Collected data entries
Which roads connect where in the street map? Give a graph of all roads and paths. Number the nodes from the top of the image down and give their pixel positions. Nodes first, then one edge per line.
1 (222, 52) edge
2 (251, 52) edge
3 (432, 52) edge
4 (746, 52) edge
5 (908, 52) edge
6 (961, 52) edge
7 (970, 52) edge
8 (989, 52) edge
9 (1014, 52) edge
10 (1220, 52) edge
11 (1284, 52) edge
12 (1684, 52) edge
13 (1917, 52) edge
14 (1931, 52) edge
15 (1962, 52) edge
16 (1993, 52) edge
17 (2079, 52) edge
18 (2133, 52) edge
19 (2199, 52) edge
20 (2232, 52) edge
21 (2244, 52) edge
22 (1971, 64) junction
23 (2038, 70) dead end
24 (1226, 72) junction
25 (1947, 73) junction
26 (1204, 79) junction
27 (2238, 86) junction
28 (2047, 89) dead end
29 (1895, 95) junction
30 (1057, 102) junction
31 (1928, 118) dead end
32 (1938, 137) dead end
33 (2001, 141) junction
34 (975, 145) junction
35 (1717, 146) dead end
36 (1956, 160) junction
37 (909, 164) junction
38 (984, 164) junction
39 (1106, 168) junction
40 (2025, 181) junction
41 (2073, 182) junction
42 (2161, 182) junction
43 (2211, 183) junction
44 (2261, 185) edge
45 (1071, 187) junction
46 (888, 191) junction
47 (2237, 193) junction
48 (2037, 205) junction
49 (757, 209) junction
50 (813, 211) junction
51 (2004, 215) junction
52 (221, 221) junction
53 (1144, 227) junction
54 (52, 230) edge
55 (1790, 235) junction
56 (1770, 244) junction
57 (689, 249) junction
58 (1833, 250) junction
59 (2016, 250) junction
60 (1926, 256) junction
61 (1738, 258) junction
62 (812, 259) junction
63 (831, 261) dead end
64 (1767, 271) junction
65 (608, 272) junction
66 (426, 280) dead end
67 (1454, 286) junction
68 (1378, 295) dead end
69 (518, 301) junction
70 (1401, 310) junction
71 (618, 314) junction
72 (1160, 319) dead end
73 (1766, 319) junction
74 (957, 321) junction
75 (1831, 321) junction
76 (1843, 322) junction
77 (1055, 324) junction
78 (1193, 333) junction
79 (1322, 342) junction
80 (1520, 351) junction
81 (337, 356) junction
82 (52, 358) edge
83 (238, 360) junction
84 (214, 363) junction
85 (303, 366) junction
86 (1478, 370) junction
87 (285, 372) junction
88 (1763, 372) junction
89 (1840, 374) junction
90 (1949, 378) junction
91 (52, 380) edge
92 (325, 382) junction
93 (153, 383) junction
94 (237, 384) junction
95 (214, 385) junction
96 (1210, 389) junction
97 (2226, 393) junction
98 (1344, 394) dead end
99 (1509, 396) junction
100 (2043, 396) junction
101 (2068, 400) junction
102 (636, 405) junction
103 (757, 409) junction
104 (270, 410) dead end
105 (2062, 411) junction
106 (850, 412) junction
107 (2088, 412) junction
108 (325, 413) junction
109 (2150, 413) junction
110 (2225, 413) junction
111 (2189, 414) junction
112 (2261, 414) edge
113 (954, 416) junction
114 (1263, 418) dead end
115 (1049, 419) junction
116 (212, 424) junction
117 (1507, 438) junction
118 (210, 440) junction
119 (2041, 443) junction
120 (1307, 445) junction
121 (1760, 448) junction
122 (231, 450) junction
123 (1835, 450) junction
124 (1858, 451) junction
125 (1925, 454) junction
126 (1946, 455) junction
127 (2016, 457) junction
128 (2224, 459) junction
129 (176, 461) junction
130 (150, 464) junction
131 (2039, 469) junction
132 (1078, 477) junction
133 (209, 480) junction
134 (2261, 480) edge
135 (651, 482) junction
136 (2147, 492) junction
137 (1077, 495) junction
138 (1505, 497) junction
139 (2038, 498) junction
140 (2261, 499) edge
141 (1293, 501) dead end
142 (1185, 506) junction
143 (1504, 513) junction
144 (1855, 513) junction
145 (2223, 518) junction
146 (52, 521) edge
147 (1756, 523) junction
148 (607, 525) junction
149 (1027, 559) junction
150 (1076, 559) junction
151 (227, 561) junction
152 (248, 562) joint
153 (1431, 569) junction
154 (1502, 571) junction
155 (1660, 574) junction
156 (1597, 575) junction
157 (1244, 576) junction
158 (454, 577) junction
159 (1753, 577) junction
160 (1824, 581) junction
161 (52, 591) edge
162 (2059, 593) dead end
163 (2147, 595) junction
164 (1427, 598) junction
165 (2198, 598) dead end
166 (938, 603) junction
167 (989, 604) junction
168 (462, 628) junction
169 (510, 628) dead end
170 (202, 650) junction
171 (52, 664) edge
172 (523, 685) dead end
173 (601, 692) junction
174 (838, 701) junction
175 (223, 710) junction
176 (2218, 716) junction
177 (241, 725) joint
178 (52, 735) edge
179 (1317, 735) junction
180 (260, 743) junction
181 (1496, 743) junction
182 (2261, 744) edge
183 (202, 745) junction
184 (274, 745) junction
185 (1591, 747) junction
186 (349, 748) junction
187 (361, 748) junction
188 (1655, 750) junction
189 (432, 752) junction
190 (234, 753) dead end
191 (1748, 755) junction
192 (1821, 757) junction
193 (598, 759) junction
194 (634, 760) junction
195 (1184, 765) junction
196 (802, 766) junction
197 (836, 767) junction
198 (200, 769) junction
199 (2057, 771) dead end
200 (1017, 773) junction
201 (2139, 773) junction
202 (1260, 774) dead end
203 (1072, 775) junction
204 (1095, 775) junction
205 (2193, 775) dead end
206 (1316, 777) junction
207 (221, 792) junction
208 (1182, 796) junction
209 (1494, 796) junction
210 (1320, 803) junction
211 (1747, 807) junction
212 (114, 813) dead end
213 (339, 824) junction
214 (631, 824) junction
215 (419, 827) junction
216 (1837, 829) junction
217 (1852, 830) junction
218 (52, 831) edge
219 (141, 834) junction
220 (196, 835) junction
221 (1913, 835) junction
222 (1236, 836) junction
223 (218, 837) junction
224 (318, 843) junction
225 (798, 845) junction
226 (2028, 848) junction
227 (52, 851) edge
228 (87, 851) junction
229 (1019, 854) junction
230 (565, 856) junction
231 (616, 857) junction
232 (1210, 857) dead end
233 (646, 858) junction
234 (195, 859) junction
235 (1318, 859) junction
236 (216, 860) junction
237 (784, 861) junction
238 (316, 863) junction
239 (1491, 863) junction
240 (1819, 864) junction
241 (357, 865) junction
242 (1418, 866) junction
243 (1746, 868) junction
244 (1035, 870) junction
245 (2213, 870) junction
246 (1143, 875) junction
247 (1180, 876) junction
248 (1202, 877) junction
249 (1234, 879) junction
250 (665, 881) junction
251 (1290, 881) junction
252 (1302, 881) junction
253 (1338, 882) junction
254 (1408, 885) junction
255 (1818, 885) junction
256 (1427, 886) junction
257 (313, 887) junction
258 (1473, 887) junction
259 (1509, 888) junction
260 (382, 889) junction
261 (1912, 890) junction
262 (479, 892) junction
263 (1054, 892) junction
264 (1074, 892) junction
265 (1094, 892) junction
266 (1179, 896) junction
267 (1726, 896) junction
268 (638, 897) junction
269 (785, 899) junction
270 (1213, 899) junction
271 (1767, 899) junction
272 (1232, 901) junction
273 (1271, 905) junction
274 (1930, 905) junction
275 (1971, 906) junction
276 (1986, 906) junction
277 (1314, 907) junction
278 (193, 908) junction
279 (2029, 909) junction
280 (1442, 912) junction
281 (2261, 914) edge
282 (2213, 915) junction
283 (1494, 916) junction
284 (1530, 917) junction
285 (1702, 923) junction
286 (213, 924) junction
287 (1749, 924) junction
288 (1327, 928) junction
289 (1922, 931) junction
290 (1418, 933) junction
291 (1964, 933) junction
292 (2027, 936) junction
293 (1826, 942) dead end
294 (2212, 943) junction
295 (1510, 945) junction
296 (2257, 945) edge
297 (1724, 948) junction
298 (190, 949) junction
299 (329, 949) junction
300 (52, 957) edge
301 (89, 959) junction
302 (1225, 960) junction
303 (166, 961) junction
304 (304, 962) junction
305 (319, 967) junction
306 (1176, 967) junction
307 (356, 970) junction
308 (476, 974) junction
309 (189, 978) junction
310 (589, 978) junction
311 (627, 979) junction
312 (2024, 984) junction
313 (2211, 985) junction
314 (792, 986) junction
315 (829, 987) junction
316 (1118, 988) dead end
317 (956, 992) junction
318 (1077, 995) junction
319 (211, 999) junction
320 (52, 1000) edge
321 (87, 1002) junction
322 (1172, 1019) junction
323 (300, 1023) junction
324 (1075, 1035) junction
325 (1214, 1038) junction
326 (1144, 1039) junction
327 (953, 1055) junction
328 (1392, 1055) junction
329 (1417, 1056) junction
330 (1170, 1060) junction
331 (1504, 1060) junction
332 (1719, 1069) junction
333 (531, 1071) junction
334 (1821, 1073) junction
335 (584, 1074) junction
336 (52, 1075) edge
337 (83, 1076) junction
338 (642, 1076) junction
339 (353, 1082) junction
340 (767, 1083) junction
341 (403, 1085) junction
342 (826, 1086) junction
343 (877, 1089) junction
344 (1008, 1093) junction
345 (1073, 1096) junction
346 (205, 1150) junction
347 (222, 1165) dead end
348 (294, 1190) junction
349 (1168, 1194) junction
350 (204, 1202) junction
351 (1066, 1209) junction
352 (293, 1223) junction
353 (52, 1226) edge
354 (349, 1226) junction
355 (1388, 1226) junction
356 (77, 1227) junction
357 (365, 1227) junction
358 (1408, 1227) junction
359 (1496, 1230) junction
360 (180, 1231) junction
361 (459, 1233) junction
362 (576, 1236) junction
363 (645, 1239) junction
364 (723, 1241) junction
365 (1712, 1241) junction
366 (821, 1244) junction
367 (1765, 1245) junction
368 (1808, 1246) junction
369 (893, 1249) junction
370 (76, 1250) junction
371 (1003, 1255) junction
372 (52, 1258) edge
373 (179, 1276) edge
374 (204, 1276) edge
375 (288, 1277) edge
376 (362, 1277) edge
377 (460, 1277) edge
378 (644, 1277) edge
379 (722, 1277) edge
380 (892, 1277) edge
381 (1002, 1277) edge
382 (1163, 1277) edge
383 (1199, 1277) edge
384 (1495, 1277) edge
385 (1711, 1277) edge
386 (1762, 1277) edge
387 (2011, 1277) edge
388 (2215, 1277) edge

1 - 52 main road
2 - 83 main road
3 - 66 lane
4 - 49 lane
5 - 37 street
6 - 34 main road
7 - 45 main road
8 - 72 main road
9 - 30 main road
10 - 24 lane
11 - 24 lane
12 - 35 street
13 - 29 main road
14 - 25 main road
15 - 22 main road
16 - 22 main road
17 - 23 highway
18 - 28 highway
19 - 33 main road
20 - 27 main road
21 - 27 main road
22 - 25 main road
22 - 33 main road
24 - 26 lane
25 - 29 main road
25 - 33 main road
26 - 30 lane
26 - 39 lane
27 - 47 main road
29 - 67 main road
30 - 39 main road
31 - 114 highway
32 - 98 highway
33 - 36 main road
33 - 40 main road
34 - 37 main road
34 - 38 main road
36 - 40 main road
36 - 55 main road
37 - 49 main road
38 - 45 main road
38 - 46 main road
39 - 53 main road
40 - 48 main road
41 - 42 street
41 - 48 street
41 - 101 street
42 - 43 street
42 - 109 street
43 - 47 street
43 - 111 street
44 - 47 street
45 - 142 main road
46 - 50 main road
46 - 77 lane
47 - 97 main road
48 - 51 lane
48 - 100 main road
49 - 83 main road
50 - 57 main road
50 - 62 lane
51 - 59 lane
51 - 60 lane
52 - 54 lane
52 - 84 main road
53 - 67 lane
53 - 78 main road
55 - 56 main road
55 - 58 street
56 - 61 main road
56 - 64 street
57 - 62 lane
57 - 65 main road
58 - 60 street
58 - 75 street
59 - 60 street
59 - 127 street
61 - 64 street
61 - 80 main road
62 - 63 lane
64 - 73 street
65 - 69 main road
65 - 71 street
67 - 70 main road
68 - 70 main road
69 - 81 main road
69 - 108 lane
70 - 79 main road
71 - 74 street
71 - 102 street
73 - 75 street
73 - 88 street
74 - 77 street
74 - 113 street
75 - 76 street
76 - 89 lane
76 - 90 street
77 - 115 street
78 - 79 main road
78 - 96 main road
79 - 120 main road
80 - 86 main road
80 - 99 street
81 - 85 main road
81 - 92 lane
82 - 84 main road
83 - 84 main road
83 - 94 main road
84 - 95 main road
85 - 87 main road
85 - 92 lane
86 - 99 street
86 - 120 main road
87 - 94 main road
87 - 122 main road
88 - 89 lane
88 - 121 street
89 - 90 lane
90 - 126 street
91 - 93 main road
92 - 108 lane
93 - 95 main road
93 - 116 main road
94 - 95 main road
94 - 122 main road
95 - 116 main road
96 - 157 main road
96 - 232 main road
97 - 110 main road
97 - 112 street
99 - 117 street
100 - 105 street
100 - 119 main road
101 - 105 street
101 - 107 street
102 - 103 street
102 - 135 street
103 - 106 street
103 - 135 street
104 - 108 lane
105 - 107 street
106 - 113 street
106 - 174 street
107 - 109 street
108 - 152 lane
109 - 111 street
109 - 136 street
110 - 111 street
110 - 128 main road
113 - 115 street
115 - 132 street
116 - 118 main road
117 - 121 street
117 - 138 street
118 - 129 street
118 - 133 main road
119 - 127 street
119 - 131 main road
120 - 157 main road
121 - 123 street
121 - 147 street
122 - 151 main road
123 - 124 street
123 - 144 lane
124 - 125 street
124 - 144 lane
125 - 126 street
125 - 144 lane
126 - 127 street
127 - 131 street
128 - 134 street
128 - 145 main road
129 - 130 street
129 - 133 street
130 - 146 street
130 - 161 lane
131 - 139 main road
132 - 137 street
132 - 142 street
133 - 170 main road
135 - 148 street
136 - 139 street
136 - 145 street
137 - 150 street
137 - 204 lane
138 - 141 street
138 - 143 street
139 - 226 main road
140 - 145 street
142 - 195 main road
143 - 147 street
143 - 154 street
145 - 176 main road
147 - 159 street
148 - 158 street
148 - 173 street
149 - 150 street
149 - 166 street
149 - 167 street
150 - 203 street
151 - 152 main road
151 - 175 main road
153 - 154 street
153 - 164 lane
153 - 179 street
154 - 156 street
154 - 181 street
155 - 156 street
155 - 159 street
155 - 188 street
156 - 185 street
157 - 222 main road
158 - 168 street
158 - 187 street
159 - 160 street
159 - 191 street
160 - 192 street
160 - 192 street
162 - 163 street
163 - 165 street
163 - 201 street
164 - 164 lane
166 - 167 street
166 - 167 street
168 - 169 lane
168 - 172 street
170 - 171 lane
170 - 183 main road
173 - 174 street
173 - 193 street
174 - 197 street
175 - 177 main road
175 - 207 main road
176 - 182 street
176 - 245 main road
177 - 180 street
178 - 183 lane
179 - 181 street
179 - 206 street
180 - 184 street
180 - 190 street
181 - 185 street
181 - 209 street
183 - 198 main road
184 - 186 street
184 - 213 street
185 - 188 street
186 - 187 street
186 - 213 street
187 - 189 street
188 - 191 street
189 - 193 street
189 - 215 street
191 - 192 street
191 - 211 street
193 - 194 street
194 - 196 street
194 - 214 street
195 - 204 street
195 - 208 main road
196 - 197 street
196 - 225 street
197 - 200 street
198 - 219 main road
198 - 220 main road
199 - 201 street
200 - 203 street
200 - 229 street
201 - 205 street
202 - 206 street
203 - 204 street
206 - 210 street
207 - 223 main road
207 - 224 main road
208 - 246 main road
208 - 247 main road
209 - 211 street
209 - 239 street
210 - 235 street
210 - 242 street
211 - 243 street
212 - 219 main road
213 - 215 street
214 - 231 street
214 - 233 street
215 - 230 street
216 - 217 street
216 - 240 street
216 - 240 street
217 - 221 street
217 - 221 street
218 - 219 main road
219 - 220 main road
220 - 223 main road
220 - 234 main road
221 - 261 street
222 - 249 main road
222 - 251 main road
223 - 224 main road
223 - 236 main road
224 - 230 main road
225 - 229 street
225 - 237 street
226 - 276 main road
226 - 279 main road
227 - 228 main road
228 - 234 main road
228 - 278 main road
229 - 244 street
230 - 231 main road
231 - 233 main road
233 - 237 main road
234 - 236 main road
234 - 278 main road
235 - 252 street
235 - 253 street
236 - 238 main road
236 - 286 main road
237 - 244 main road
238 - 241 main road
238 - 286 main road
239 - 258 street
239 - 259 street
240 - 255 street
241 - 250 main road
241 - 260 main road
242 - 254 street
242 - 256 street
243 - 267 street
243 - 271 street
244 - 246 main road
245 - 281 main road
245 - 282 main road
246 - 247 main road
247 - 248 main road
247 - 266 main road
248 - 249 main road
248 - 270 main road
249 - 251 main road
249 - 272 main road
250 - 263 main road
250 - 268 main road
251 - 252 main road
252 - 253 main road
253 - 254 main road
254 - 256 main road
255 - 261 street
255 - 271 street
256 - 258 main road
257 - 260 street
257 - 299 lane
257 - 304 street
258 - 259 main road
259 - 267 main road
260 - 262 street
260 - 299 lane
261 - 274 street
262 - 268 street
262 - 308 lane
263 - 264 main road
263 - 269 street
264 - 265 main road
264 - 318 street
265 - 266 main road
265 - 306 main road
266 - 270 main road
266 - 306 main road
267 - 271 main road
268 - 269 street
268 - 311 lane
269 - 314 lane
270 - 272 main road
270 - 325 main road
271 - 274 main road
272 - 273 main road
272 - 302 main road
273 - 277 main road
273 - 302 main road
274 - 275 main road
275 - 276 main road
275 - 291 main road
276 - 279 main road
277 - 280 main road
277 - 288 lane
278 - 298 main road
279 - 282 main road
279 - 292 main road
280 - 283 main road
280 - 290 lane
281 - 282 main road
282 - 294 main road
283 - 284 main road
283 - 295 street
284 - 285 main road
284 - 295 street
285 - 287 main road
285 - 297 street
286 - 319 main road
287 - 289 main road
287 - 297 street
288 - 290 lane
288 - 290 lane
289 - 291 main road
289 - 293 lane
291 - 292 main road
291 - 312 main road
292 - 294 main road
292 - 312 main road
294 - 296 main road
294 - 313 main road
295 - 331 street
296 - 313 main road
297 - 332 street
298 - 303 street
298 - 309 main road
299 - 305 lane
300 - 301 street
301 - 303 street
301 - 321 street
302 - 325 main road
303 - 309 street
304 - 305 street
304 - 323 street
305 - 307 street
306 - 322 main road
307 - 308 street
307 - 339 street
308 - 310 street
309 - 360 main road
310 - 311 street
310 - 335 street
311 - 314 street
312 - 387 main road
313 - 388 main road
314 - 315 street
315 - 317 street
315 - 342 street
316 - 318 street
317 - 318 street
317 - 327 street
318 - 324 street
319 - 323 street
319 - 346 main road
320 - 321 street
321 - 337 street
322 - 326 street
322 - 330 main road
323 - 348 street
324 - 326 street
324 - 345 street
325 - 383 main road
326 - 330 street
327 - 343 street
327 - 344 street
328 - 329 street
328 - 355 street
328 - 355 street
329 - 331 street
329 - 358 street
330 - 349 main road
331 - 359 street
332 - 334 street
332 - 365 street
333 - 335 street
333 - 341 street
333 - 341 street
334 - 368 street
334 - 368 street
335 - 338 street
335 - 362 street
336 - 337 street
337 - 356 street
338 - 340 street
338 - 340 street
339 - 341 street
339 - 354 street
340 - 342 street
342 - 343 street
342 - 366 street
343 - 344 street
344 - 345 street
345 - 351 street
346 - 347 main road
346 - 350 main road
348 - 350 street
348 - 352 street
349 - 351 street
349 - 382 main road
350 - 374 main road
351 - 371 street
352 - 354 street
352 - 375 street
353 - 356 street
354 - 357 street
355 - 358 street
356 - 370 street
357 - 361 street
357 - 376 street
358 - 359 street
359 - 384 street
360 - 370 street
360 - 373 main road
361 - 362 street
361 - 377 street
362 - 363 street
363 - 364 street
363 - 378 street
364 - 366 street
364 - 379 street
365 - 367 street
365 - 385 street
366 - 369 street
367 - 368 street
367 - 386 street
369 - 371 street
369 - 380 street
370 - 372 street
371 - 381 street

■ TASK
Copy whichever lines above contain the string "highway".

■ ANSWER TO THIS EXERCISE
17 - 23 highway
18 - 28 highway
31 - 114 highway
32 - 98 highway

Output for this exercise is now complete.